#### Work to be completed
Please show every line from the entries that carries the word "meet".

Saved data entries
──────────────────────────────

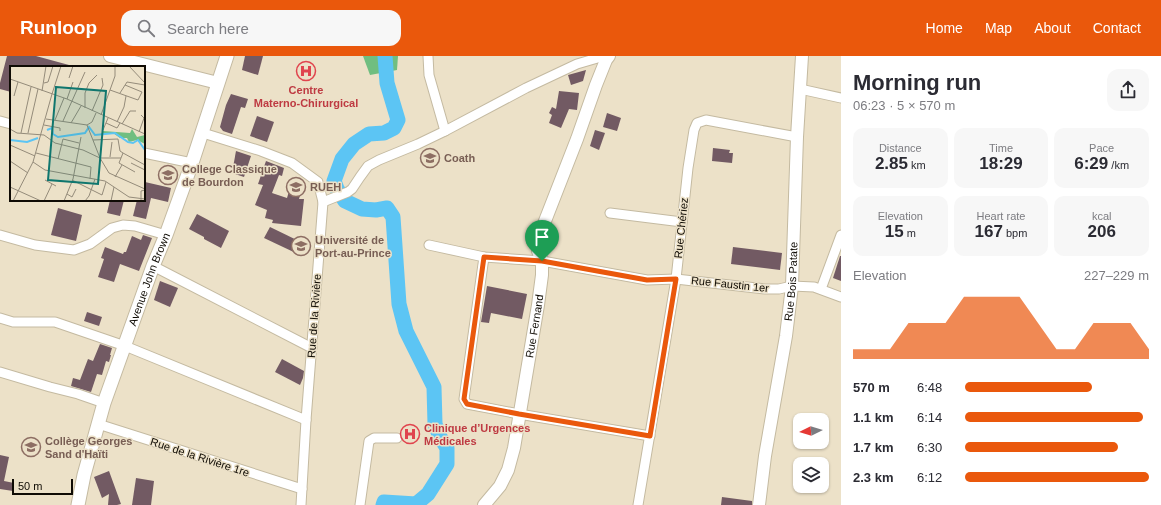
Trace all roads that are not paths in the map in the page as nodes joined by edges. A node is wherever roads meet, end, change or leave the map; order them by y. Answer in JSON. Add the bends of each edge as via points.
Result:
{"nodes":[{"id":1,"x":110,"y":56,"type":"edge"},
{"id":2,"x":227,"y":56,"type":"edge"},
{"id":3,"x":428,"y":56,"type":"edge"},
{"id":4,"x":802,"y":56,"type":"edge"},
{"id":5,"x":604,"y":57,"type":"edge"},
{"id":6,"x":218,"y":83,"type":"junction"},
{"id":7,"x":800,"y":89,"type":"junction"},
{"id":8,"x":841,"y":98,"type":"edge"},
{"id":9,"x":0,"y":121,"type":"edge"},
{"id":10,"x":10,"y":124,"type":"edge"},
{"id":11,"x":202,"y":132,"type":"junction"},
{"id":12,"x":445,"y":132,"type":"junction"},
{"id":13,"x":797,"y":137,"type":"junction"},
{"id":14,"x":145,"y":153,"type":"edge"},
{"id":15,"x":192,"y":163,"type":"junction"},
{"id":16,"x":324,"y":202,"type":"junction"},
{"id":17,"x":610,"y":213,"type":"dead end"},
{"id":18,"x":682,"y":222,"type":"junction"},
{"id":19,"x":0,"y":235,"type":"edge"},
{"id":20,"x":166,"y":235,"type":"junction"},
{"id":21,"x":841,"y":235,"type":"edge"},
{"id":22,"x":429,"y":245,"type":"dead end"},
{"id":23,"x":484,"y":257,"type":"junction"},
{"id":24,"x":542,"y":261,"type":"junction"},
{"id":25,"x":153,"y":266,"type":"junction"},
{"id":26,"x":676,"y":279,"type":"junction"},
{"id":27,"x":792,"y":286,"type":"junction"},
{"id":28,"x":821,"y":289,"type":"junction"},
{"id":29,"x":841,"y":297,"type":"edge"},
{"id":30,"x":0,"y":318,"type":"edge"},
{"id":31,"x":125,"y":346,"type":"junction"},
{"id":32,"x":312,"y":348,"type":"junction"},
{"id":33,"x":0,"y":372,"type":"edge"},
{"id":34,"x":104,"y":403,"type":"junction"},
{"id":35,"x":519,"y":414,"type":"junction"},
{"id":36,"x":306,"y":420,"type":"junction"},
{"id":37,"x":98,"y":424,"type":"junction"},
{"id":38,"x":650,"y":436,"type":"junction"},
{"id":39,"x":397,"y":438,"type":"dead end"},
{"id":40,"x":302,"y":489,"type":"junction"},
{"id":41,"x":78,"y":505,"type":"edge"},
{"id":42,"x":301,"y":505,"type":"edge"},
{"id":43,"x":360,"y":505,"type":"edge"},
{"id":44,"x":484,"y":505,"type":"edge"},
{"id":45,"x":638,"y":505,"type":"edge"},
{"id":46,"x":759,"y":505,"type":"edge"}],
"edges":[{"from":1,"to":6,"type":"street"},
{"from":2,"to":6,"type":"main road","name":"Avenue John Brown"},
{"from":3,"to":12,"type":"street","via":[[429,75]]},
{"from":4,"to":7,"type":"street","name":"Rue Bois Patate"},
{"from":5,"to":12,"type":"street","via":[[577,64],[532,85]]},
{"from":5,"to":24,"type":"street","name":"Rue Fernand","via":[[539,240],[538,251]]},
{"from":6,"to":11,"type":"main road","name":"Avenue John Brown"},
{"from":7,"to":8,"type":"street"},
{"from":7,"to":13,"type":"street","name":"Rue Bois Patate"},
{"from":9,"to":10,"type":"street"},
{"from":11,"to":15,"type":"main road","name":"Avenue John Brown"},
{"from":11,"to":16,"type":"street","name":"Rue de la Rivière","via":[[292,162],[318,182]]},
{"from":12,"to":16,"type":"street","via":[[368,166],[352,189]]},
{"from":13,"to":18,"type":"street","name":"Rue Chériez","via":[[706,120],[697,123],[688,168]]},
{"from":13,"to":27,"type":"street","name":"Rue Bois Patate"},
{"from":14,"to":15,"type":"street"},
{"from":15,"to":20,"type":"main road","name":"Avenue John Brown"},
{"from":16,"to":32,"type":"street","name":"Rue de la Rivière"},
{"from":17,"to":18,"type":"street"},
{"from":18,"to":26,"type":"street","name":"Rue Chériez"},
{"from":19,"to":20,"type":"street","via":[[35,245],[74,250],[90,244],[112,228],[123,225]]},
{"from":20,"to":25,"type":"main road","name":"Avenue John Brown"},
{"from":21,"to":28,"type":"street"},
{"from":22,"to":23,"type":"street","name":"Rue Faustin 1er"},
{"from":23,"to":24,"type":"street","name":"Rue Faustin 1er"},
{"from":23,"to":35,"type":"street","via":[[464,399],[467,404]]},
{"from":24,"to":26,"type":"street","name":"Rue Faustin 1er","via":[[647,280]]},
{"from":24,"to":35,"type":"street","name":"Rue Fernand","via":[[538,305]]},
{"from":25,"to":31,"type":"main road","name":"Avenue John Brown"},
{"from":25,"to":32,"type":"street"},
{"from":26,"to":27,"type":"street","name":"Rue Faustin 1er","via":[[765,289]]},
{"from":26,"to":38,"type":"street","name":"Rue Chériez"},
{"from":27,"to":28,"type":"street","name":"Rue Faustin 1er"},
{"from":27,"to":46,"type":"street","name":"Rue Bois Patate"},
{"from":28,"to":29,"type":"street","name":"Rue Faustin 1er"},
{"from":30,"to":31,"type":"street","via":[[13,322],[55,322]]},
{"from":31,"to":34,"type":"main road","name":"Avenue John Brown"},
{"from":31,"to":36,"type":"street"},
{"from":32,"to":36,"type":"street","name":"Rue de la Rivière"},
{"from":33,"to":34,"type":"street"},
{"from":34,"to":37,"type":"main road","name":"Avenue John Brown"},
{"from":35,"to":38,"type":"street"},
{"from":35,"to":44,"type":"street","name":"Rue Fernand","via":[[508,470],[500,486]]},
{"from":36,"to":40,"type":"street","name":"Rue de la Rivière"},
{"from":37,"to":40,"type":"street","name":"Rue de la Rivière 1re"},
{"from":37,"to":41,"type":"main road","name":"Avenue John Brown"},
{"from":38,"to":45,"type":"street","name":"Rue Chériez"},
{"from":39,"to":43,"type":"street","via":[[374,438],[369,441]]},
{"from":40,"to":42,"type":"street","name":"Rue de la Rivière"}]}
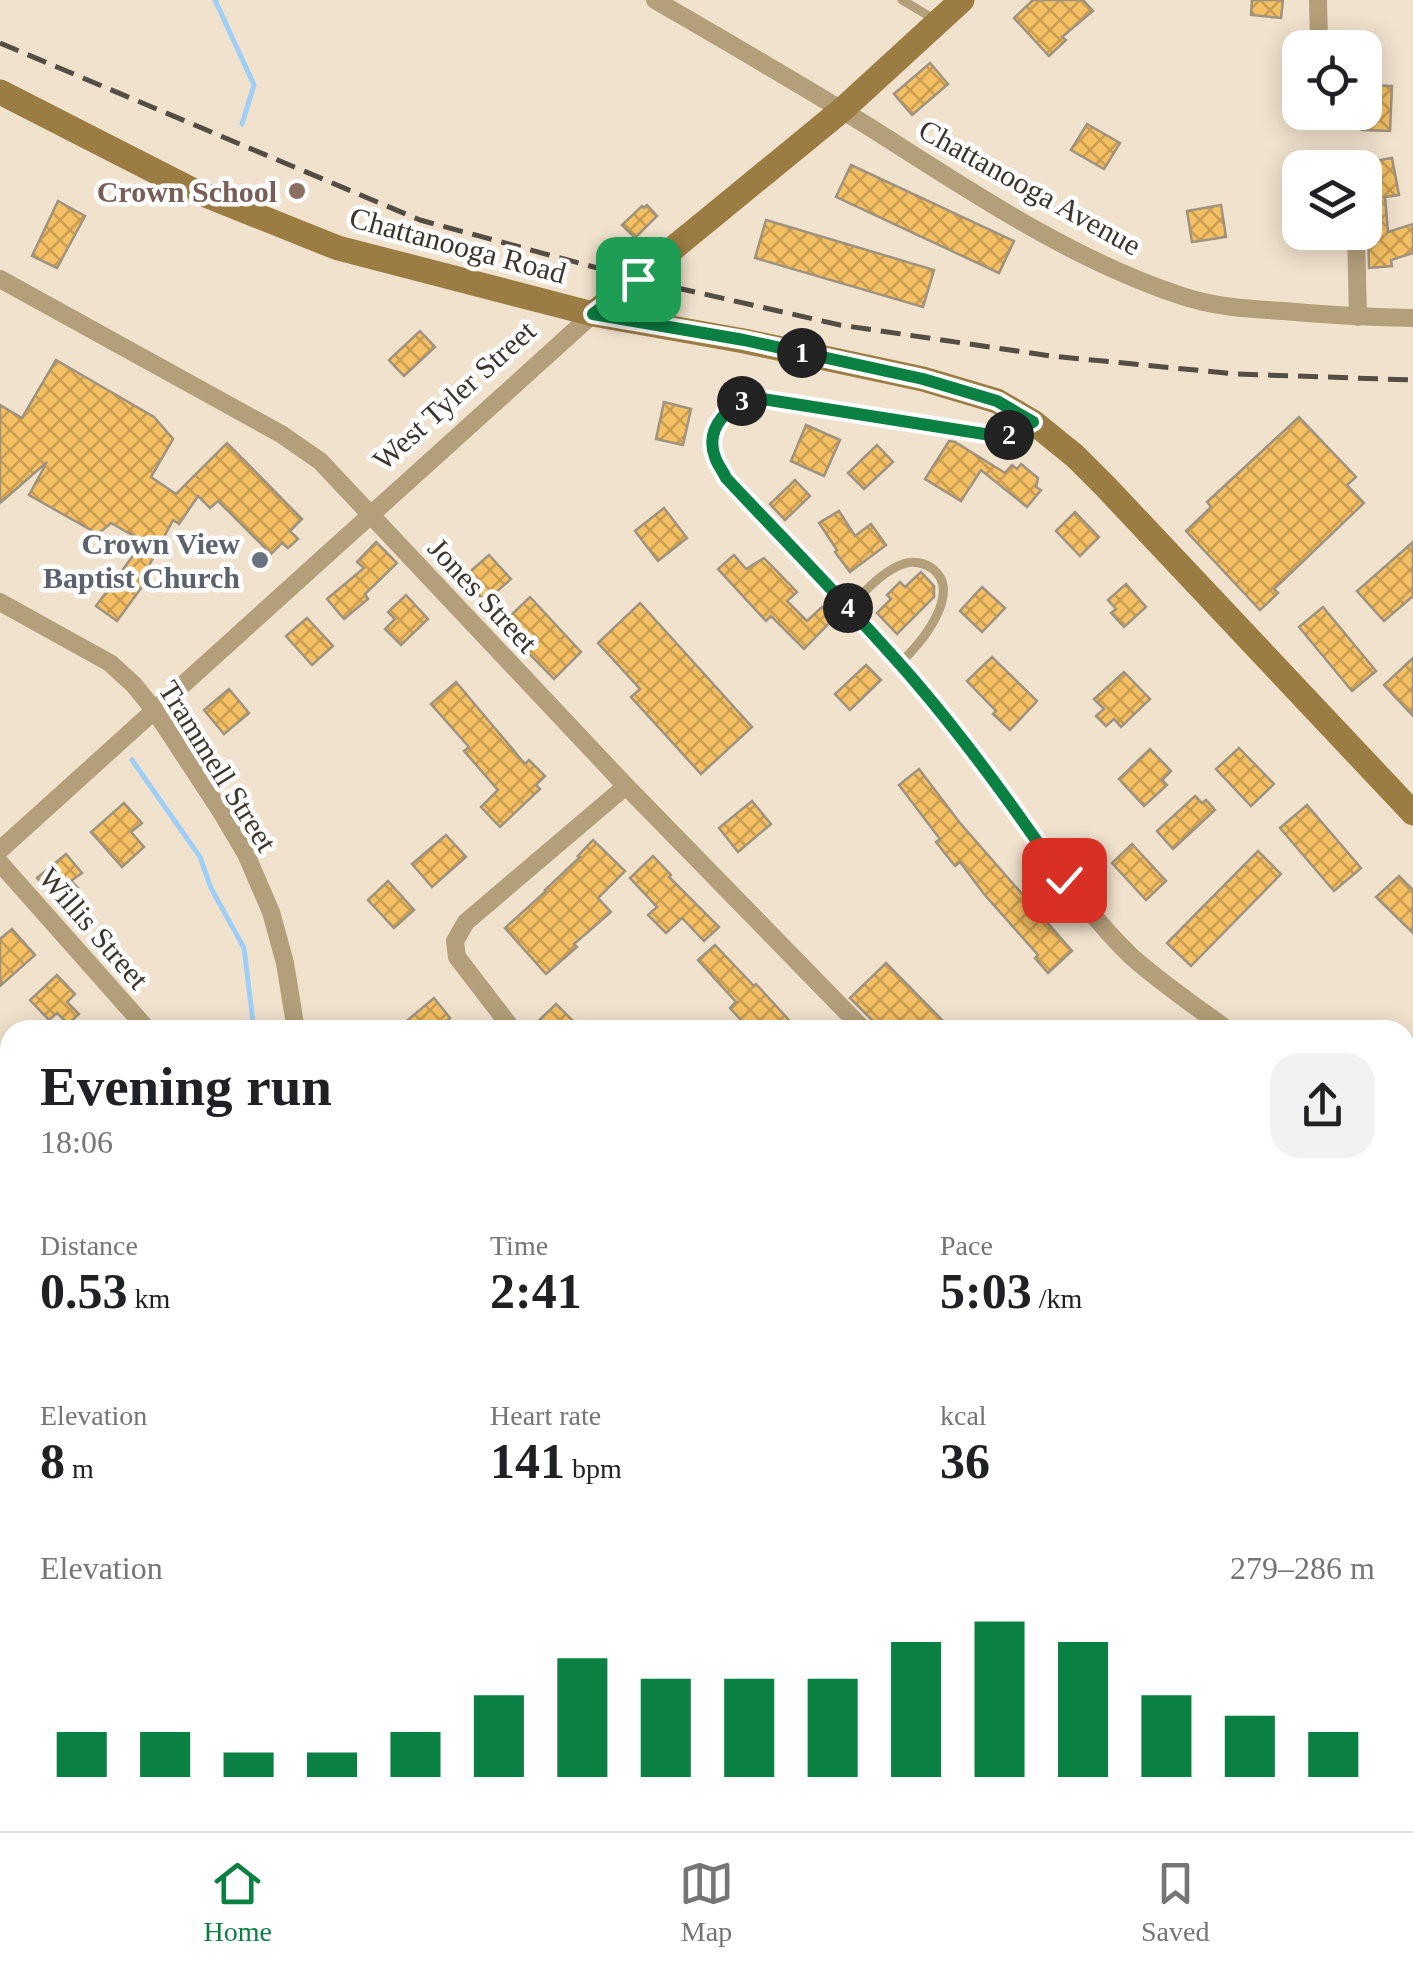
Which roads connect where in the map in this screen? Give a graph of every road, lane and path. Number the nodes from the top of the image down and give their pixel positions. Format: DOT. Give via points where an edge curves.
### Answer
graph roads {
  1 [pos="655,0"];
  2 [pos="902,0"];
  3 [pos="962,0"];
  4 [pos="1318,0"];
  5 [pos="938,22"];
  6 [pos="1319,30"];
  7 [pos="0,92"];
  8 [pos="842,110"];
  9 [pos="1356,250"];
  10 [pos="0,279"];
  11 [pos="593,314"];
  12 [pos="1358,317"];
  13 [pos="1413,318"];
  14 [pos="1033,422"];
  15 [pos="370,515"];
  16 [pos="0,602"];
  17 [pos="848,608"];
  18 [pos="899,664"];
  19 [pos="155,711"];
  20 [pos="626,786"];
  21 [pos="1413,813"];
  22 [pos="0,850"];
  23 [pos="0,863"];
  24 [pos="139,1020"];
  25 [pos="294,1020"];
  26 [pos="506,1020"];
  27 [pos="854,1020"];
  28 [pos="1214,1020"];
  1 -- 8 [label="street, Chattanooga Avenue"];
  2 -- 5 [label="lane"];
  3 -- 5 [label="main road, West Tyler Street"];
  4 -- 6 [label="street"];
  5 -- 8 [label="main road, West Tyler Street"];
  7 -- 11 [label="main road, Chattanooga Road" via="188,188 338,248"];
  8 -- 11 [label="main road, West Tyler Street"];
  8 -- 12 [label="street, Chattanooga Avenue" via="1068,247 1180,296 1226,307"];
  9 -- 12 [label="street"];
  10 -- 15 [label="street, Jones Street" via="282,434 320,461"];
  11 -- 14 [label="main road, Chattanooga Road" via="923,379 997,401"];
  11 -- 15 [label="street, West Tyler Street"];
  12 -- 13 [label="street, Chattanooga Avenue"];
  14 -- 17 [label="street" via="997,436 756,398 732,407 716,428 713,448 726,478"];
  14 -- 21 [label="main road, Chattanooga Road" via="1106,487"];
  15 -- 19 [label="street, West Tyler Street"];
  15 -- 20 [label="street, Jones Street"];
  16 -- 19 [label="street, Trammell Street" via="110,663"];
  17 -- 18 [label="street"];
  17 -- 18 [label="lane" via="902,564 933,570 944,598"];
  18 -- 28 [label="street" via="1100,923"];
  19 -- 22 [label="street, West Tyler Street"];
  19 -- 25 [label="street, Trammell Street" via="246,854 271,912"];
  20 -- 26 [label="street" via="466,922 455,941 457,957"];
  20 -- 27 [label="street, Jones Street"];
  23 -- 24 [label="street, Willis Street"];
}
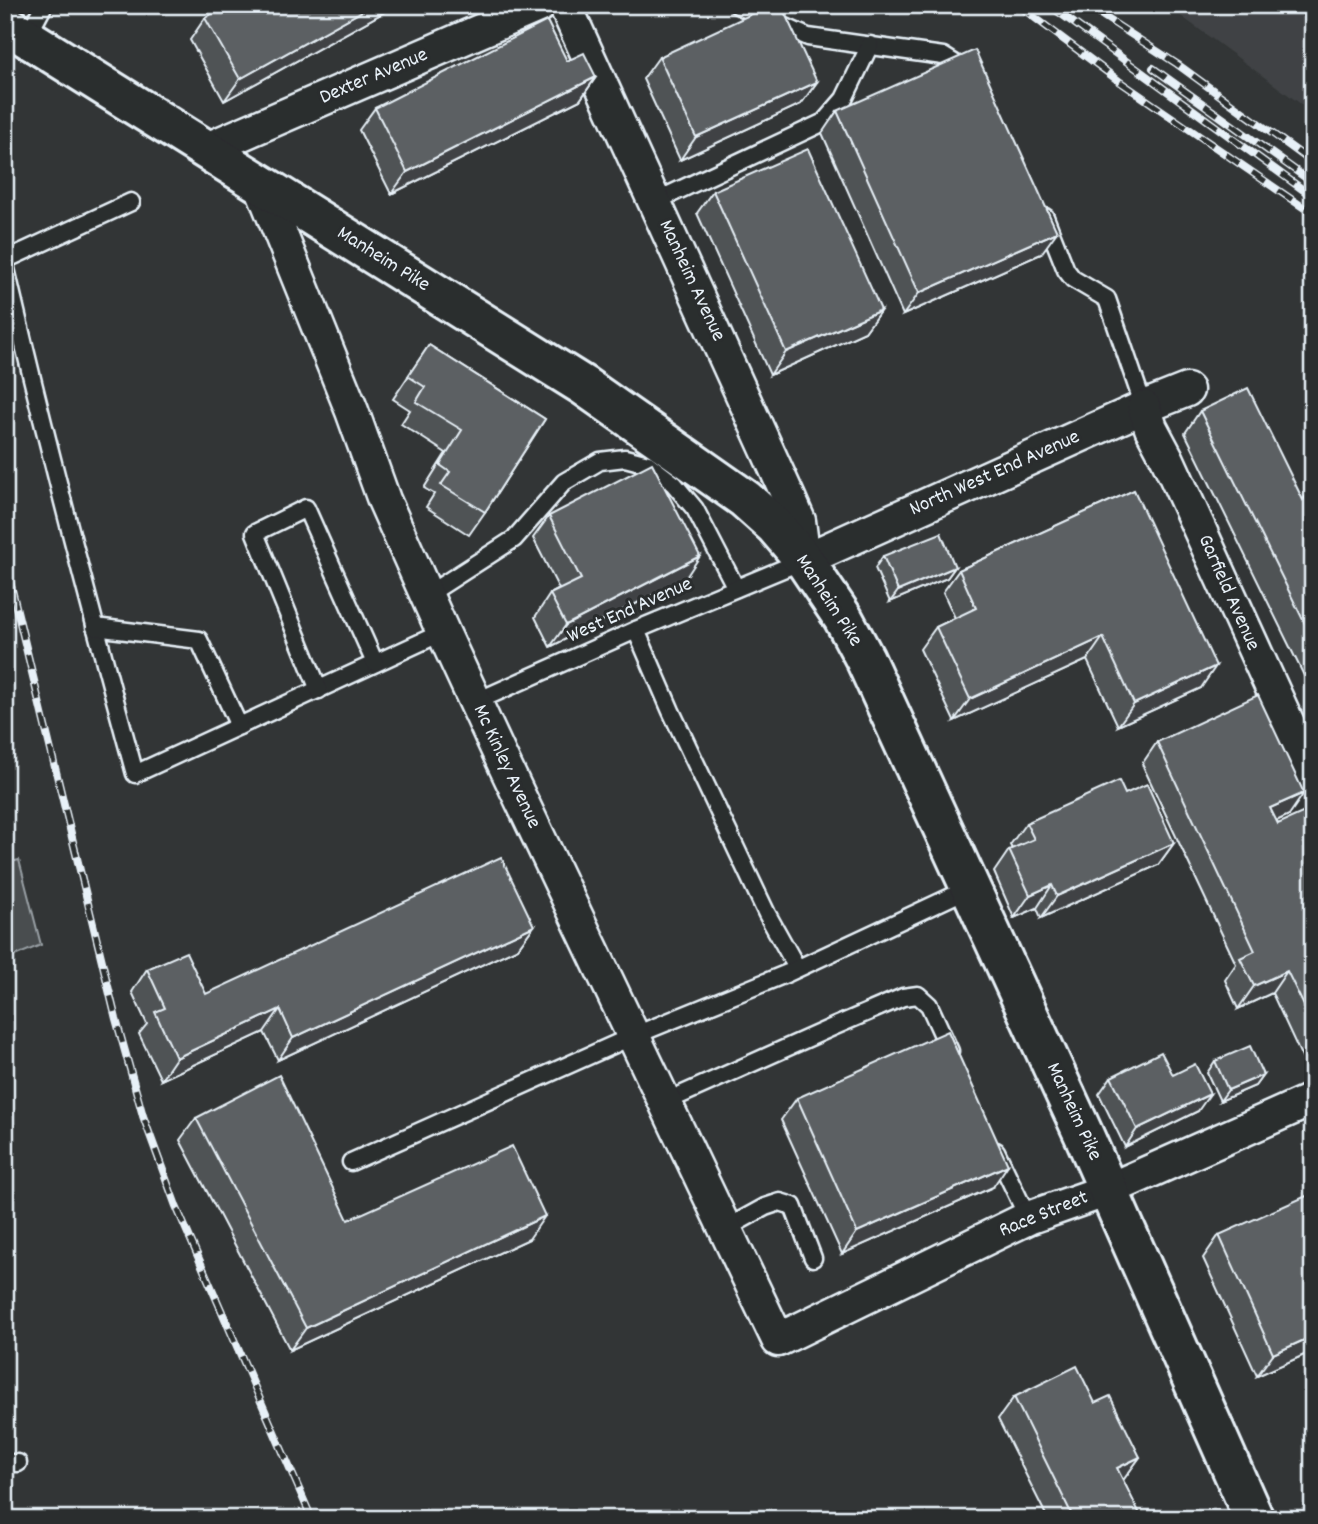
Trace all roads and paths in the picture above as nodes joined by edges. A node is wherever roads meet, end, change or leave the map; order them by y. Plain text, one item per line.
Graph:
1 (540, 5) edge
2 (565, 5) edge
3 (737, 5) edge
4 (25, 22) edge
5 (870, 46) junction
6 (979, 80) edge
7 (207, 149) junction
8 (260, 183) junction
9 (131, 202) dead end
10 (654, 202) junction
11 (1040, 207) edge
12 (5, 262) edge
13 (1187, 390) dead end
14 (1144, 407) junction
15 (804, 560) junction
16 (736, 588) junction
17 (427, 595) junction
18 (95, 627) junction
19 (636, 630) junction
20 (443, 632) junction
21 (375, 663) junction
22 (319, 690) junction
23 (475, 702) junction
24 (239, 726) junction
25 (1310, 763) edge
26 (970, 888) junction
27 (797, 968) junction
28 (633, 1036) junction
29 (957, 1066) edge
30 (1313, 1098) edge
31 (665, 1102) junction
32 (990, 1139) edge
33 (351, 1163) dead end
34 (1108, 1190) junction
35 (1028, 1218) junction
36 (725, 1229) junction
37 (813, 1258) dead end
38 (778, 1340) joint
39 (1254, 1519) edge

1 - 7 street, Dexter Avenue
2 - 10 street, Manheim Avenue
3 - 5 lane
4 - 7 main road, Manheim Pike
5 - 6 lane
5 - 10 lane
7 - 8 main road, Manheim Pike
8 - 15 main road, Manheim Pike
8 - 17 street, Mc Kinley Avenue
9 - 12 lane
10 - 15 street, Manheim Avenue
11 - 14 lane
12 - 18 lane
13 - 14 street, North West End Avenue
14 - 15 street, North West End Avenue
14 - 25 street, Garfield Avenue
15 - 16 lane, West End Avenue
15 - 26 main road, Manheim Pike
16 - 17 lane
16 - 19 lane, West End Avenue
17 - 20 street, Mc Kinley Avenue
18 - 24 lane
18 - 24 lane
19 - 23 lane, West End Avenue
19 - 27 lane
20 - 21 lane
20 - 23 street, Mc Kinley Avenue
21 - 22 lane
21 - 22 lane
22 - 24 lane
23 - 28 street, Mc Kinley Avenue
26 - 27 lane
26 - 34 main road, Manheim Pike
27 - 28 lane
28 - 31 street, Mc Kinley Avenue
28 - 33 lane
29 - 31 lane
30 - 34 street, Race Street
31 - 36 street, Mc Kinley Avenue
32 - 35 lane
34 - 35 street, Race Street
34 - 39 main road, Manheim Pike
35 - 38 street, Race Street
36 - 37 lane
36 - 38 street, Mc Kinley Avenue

──────────────────────────────

#### Exercise solution
Trace all roads that are not paths in the map in the page as nodes joined by edges. A node is wherever roads meet, end, change or leave the map; order them by y. Answer in JSON. Add the bends of each edge as via points.
Trace all roads and paths in the picture above as nodes joined by edges. A node is wherever roads meet, end, change or leave the map; order them by y. Plain text, one item per line.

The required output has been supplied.